What is required:
A word-for-word restatement of every entry is what is needed here.

Materials provided:
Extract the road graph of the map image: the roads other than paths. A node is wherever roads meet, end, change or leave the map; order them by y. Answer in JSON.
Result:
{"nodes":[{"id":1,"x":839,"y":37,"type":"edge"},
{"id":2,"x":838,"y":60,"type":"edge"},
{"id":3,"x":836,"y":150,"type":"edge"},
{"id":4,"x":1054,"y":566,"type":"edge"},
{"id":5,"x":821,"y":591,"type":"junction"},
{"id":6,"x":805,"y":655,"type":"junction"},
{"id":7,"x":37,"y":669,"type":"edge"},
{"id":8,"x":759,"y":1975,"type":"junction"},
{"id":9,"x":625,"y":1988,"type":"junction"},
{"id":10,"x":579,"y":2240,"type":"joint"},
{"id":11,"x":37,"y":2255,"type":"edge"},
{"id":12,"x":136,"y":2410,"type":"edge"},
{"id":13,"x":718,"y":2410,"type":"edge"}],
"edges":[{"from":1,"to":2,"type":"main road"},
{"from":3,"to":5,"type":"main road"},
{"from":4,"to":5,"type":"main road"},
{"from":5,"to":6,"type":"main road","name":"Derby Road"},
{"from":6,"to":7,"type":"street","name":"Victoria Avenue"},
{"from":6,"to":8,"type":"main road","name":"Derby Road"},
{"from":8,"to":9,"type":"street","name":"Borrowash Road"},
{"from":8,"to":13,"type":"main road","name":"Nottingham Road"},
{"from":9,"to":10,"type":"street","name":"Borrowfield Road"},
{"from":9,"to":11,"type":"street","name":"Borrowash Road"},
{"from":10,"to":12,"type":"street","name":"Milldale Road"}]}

Response to this task:
Extract the road graph of the map image: the roads other than paths. A node is wherever roads meet, end, change or leave the map; order them by y. Answer in JSON.
Result:
{"nodes":[{"id":1,"x":839,"y":37,"type":"edge"},
{"id":2,"x":838,"y":60,"type":"edge"},
{"id":3,"x":836,"y":150,"type":"edge"},
{"id":4,"x":1054,"y":566,"type":"edge"},
{"id":5,"x":821,"y":591,"type":"junction"},
{"id":6,"x":805,"y":655,"type":"junction"},
{"id":7,"x":37,"y":669,"type":"edge"},
{"id":8,"x":759,"y":1975,"type":"junction"},
{"id":9,"x":625,"y":1988,"type":"junction"},
{"id":10,"x":579,"y":2240,"type":"joint"},
{"id":11,"x":37,"y":2255,"type":"edge"},
{"id":12,"x":136,"y":2410,"type":"edge"},
{"id":13,"x":718,"y":2410,"type":"edge"}],
"edges":[{"from":1,"to":2,"type":"main road"},
{"from":3,"to":5,"type":"main road"},
{"from":4,"to":5,"type":"main road"},
{"from":5,"to":6,"type":"main road","name":"Derby Road"},
{"from":6,"to":7,"type":"street","name":"Victoria Avenue"},
{"from":6,"to":8,"type":"main road","name":"Derby Road"},
{"from":8,"to":9,"type":"street","name":"Borrowash Road"},
{"from":8,"to":13,"type":"main road","name":"Nottingham Road"},
{"from":9,"to":10,"type":"street","name":"Borrowfield Road"},
{"from":9,"to":11,"type":"street","name":"Borrowash Road"},
{"from":10,"to":12,"type":"street","name":"Milldale Road"}]}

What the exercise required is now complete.